## RECORDS SUPPLIED
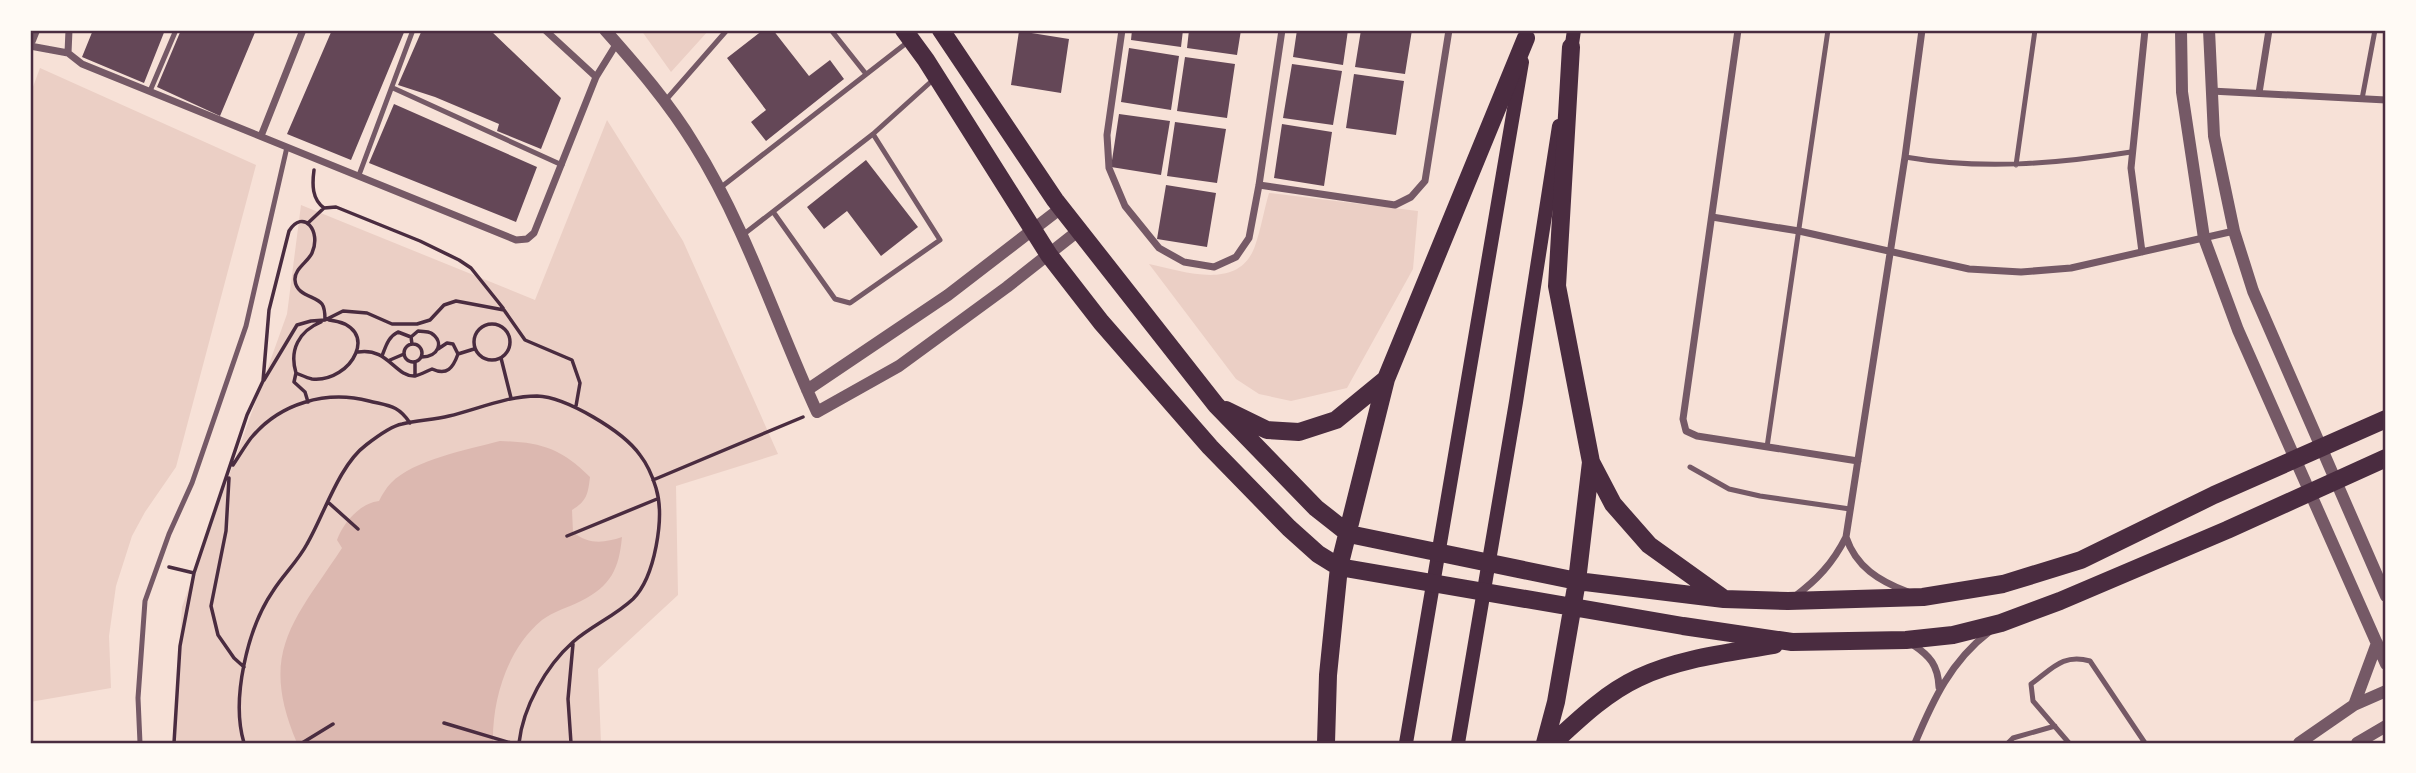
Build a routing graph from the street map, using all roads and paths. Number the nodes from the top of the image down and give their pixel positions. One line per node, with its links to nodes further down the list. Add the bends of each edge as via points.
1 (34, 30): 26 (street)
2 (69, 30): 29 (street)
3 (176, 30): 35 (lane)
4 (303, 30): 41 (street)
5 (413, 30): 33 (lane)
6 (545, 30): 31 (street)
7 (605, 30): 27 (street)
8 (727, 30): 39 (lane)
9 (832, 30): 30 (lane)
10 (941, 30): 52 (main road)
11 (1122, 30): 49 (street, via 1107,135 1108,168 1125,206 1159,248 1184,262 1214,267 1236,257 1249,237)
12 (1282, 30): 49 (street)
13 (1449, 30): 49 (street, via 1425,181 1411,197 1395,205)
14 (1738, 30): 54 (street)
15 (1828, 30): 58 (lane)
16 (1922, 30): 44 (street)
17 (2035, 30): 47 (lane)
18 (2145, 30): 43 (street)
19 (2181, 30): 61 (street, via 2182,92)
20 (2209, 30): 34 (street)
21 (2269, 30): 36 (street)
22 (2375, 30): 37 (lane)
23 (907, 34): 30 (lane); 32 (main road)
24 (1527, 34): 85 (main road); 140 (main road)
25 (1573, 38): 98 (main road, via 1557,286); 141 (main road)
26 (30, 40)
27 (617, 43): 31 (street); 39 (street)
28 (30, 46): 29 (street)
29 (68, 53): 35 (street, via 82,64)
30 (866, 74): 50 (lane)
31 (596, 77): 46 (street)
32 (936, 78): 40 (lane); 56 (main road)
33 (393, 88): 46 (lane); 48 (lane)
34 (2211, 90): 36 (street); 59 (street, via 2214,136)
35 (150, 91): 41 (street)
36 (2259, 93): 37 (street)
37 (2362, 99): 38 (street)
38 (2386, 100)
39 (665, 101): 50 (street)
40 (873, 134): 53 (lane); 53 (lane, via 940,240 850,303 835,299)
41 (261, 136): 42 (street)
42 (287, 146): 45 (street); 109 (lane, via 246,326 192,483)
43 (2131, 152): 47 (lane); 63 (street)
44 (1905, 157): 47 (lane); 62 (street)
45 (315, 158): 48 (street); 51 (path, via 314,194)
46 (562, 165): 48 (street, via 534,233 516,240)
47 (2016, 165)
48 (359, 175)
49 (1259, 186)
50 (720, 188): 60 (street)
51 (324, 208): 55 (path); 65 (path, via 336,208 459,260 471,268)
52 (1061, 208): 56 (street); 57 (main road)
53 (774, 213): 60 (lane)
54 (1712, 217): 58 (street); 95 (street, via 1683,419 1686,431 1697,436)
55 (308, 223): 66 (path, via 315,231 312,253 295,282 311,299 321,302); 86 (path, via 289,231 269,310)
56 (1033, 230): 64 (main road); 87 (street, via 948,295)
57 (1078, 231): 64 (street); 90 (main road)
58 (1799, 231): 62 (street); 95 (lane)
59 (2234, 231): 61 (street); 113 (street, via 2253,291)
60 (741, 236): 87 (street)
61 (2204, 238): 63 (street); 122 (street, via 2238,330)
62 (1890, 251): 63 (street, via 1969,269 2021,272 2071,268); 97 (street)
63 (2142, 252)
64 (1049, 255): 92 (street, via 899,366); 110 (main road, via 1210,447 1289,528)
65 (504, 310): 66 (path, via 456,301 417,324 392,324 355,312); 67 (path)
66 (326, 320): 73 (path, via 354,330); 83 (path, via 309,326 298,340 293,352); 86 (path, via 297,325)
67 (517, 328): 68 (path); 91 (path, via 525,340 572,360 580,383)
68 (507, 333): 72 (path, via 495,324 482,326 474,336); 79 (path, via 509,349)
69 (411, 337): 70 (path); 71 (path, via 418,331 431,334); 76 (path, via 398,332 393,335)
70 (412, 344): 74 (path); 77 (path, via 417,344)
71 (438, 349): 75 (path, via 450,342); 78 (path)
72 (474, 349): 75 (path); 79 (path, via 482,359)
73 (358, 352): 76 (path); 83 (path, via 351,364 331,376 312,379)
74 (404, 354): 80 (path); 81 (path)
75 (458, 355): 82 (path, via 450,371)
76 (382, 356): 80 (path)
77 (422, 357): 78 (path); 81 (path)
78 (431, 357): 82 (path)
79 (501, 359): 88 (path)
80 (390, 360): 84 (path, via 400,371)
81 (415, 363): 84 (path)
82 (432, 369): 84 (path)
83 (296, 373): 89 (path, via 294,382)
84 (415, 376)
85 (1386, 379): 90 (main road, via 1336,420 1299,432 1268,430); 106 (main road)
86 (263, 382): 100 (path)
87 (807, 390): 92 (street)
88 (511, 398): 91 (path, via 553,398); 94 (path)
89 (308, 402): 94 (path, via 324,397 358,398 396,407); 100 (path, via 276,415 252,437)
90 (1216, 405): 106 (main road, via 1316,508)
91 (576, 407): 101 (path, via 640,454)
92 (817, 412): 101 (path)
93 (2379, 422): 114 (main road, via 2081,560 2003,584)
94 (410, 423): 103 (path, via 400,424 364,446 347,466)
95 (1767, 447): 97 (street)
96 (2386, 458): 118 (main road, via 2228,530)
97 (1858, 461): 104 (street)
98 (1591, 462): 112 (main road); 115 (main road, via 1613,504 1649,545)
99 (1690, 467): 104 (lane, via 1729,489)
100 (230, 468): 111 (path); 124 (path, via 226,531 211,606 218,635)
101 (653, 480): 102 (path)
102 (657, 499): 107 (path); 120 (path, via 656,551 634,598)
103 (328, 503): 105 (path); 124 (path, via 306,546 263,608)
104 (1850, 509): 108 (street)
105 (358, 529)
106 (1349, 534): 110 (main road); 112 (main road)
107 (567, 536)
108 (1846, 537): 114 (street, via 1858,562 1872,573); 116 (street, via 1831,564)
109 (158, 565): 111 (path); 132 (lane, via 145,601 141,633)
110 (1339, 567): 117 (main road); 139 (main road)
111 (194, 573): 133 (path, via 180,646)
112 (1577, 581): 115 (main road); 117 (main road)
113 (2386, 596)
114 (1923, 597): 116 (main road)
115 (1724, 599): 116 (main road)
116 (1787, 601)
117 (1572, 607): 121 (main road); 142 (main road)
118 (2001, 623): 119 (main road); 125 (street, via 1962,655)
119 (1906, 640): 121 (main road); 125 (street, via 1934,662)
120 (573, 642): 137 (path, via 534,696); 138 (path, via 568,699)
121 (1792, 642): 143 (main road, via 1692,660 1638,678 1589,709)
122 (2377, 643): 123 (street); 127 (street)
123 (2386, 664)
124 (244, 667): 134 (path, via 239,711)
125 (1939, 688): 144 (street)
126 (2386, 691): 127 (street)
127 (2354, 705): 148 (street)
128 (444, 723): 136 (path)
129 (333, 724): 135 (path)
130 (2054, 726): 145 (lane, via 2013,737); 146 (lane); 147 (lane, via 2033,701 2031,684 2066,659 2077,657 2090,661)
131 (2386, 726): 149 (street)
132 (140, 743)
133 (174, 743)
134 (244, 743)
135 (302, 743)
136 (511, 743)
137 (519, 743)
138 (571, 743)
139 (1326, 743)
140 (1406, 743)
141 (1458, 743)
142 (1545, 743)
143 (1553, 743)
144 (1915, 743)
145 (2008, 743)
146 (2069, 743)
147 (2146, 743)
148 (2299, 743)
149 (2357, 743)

...

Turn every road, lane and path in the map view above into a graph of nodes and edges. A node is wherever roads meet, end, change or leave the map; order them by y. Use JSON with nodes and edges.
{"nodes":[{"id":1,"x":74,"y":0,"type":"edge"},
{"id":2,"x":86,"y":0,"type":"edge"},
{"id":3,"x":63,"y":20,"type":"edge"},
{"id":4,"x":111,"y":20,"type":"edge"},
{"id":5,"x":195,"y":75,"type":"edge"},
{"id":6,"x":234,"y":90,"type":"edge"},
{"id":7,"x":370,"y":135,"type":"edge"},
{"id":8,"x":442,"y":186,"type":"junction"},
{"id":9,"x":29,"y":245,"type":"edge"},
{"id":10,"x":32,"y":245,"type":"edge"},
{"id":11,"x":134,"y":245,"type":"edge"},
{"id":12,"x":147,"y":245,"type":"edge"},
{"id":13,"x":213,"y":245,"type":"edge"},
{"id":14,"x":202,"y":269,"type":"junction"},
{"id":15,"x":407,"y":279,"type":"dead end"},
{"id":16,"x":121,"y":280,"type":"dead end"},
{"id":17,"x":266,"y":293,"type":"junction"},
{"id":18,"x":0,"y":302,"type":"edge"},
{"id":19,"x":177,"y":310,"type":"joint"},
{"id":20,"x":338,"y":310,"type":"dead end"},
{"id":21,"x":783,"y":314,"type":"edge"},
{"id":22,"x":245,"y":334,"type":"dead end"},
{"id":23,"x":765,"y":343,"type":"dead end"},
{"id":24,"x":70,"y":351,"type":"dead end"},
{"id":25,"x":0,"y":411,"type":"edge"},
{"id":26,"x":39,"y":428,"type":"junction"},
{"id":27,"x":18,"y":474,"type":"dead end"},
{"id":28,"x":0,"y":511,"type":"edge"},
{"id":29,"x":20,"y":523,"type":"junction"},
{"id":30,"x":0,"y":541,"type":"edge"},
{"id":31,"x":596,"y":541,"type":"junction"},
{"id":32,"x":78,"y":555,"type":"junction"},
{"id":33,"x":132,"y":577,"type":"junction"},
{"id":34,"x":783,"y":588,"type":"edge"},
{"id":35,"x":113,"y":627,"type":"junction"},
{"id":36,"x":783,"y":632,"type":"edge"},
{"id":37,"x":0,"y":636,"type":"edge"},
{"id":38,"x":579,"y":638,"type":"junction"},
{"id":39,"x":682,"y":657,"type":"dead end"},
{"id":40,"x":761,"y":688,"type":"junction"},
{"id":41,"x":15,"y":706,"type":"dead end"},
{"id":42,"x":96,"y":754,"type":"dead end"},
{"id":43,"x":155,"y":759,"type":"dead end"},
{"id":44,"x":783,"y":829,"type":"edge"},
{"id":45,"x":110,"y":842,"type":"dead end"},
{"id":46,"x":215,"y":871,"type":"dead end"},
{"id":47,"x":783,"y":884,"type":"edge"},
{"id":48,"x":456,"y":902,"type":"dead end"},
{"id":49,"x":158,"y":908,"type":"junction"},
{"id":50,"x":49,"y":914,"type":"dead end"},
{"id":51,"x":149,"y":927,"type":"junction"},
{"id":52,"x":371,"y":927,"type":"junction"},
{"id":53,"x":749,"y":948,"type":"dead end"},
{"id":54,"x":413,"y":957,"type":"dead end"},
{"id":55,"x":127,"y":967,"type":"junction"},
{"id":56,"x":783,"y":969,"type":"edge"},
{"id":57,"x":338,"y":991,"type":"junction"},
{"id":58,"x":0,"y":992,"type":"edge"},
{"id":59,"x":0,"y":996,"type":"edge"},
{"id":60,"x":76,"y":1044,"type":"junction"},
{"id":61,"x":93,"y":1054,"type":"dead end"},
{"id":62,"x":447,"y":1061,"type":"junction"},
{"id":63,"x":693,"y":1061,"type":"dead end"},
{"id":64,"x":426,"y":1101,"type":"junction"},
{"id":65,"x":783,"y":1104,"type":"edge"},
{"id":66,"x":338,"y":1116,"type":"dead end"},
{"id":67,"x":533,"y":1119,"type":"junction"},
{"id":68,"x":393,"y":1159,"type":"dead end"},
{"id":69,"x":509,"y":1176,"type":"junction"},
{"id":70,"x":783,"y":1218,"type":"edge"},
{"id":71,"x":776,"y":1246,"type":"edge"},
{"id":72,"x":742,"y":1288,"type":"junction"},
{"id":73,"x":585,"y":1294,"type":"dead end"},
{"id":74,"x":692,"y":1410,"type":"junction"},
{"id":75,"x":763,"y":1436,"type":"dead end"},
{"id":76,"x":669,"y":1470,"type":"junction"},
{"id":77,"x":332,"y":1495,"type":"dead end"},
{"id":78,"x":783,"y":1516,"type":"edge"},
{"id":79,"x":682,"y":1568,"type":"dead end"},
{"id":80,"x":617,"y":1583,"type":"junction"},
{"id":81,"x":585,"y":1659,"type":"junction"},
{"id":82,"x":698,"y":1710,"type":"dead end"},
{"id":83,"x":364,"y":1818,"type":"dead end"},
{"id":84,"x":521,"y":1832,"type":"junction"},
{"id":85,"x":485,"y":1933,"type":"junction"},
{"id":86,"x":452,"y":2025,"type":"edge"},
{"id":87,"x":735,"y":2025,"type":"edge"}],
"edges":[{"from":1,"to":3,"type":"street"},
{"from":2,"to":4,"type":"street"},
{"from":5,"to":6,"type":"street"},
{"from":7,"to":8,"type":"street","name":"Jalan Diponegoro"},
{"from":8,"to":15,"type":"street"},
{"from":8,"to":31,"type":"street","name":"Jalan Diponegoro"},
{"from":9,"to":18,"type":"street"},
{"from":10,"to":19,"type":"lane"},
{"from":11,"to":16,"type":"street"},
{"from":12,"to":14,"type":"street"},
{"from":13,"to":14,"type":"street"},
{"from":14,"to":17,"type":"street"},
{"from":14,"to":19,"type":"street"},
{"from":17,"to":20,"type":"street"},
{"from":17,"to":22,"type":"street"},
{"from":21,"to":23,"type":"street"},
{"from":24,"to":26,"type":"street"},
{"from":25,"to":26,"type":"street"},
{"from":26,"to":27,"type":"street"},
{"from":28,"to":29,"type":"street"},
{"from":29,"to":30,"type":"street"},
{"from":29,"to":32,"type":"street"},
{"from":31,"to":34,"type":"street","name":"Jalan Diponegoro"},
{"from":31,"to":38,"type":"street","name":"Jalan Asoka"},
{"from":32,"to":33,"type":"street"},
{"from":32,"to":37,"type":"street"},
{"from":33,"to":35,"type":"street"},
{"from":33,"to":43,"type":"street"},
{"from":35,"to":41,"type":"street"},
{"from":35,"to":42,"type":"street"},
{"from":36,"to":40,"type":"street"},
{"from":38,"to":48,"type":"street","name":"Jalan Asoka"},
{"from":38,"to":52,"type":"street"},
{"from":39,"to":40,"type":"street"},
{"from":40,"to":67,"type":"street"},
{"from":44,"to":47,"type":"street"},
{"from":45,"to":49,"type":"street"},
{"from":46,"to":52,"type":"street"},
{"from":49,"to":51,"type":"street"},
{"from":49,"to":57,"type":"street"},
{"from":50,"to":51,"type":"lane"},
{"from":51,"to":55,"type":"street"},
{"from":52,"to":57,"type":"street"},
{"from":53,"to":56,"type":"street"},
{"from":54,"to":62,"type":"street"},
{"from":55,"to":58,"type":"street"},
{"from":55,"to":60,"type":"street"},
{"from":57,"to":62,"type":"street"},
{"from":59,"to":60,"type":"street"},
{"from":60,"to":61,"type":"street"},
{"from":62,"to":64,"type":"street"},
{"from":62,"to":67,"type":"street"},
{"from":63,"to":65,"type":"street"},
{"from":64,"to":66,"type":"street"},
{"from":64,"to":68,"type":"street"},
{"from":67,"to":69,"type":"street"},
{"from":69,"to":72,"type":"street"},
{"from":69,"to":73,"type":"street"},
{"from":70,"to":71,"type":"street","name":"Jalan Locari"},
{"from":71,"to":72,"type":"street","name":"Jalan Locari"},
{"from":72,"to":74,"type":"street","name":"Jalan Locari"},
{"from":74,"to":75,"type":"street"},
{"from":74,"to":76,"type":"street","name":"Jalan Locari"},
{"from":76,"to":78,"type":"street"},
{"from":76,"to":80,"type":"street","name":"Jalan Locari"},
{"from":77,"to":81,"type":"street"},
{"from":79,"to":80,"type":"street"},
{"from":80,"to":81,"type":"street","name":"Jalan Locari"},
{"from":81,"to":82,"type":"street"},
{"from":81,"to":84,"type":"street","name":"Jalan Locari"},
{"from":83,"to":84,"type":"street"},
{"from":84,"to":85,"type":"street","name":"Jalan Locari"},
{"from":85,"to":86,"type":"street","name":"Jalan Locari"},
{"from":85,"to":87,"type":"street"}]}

## REQUIRED ACTION
If a line in the listing holds the word "graph", copy it out.

## ANSWER AREA
Build a routing graph from the street map, using all roads and paths. Number the nodes from the top of the image down and give their pixel positions. One line per node, with its links to nodes further down the list. Add the bends of each edge as via points.
Turn every road, lane and path in the map view above into a graph of nodes and edges. A node is wherever roads meet, end, change or leave the map; order them by y. Use JSON with nodes and edges.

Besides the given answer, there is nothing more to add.